Lessons from the lab with biochemist Professor Tony Weiss

2018 Yifei Wu, All Rights Reserved.

On Wednesday 10 July 2019, the young men of Warrane College were lucky enough to hear from Professor Anthony Weiss, the McCaughey Chair in Biochemistry, Professor of Biochemistry & Molecular Biotechnology, Professor at the Charles Perkins Centre, Professor at the Bosch Institute, The University of Sydney.

With a long list of qualifications next to his name, Weiss has received an even longer list of awards, and is President-Elect Global of the Tissue Engineering and Regenerative Medicine International Society (TERMIS). He founded the biotechnology clinical stage company Elastagen Pty Ltd which was sold to Allergan in one of the largest transactions ever completed in the Australian life science sector.

As an inventor with 105 awarded international patents in 19 patent families, Weiss, who is on 10 editorial boards in the field’s leading journals, spoke to the young men about his work.

On his research

At his laboratory at Sydney Uni, Weiss and his team have been looking at how human tissue gets made, especially elastic tissue, since it could intervene to repair many parts of the human body.

He described it to the young men. “We asked the question, what is a common building block for a lot of different functionally elastic parts of the body? And it turns out that it’s called elastin… an elastic protein that’s found for example in skin… As we get older, almost no new elastin is made… Imagine that you wanted to examine blood vessels and how to repair them… the aorta has a lot of elastin… Elastin is deposited mainly before we’re born and in the first few years of life; it’s just a trickle feed later on. So we’re in there for the long haul, we need that elastin to persist for pretty much a lifetime… that’s an extraordinary demand to make of any system!”

Weiss went on, “The difficulty is that elastin has been difficult to repair… our bodies aren’t trained up to make elastin beyond those very early stages of life… So the question we asked is can we make the building blocks that are needed?… So we found the very basic building block of elastin… a tiny molecule… and what we did was to take a synthetic gene and inserted into a bacterial cell… and was trained to make this elastin protein… and then we’d break open these cells.”
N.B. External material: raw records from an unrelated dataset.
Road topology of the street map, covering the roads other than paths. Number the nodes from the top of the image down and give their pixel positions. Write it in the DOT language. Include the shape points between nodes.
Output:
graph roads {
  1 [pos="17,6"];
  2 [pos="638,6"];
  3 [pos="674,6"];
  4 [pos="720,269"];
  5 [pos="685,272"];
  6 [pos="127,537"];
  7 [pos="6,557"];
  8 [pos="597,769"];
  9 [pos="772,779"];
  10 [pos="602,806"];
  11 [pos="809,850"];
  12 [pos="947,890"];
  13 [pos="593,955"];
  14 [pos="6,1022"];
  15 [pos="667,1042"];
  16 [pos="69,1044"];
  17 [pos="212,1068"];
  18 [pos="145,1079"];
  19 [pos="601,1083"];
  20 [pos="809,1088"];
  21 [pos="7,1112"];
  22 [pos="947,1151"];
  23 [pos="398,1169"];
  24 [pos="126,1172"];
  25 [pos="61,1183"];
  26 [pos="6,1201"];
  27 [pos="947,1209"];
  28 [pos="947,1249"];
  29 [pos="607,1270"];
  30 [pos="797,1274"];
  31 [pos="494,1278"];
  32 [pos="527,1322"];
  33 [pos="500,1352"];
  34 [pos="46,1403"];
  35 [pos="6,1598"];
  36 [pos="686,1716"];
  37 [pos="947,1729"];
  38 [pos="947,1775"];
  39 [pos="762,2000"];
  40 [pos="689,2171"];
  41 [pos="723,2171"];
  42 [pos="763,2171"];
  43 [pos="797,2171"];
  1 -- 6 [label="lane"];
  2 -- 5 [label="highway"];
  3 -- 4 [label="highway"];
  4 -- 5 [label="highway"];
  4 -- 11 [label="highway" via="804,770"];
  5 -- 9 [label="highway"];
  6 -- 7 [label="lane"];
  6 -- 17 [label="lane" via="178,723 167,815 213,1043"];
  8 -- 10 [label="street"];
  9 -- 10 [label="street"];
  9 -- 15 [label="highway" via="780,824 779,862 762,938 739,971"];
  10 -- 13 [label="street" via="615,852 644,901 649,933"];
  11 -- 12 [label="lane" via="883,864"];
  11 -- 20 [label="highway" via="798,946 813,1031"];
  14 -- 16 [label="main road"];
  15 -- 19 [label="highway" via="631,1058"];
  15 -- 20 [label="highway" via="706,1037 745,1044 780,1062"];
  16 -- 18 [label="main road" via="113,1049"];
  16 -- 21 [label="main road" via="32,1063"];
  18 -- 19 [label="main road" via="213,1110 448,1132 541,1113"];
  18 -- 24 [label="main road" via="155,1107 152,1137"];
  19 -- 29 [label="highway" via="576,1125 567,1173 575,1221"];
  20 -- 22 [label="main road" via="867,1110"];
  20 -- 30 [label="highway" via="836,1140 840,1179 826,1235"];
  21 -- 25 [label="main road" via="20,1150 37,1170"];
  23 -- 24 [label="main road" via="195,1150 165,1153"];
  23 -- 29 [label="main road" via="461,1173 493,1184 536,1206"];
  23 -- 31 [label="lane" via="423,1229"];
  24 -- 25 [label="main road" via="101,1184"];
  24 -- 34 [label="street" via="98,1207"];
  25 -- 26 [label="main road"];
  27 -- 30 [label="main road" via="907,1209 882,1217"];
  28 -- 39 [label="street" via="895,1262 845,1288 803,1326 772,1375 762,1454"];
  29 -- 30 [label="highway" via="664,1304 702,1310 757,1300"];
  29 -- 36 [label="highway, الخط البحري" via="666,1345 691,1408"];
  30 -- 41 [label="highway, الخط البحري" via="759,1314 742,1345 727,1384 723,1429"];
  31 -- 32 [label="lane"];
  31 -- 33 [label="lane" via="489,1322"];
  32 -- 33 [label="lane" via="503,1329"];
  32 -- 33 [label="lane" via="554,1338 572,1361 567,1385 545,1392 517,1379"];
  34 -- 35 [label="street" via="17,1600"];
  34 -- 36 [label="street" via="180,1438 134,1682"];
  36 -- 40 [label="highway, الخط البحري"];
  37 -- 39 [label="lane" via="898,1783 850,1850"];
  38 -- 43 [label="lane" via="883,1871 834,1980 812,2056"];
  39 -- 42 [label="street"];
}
Weiss and his team worked to figure out then how these building blocks assembled in nature. Over the years, and through the work of remarkable people in the lab, they’ve found the best conditions– including the ideal temperature, pH and so on –for these to snap themselves together and assemble.
With grants from Australia and around the world, the team was able to further this research and take the concept from grey matter to the establishment of a successful company. “It’s really invigorating to see something go from a concept to something that can really make its way onto hospital shelves; onto other shelves as well,” he said.


Some advice

As well as talking about his research, Weiss spoke to the young men about other broader themes as well. When asked about working in a lab environment on a big question despite setbacks along the way, he said the following to say: “It’s a belief it’s going to work out in the end… The nature of trying to progress things has been compared to a rollercoaster ride, and I think actually there’s a certain kind of mindset being able to cope with that – you know, 10 years on a rollercoaster can be quite dizzying. Just knowing that you will get there at the end, somehow, keeps you hanging on for dear life. Okay, when you’re going through the ups and downs, sometimes you wonder … I remember telling my wife Jacky in 2012: ‘This will be the year it’s all going to work out, you watch!’ And I remember her asking me every year subsequent to that, ‘Is it 2012 yet’? So you just really have to love the rollercoaster, you’ve got to love the adrenaline, but most of all, know in yourself that this makes sense.”

Weiss spoke also about backing his team and encouraging their input. “There’s a selection sieve for who’s in the team, and once they’re in the team you’ve got to back them up, you’ve got to have belief in who they are,” he said. “My universal perspective is, if someone comes up with an idea, I’ll listen first and encourage them to flesh out the idea. And if the idea makes sense, which it usually does, we run with it. I see myself as more of an orchestra conductor. The idea is to make sure that the moving parts all harmonise and go in roughly the right direction – the bigger picture stuff… and there’s an enormous sense of gratification for people when they think ‘Gee, the boss understood what I was saying and then ran with it too’. I find that people do better under those conditions.”

He also answered a question on how the lab differs in a university and business setting, when a business is much more interested in the commercial outcomes. “But actually I think you can connect the two… The truth will prevail, the science has to be robust, the medical outcomes are worthwhile. And it’s amazing how that starts to become part of the culture as well…You can actually start that culture from very early on … ‘Let’s remember why we’re doing this, folks,’ and it worked … It was honest, it was worthwhile… Set the culture early and I think it makes a big difference.”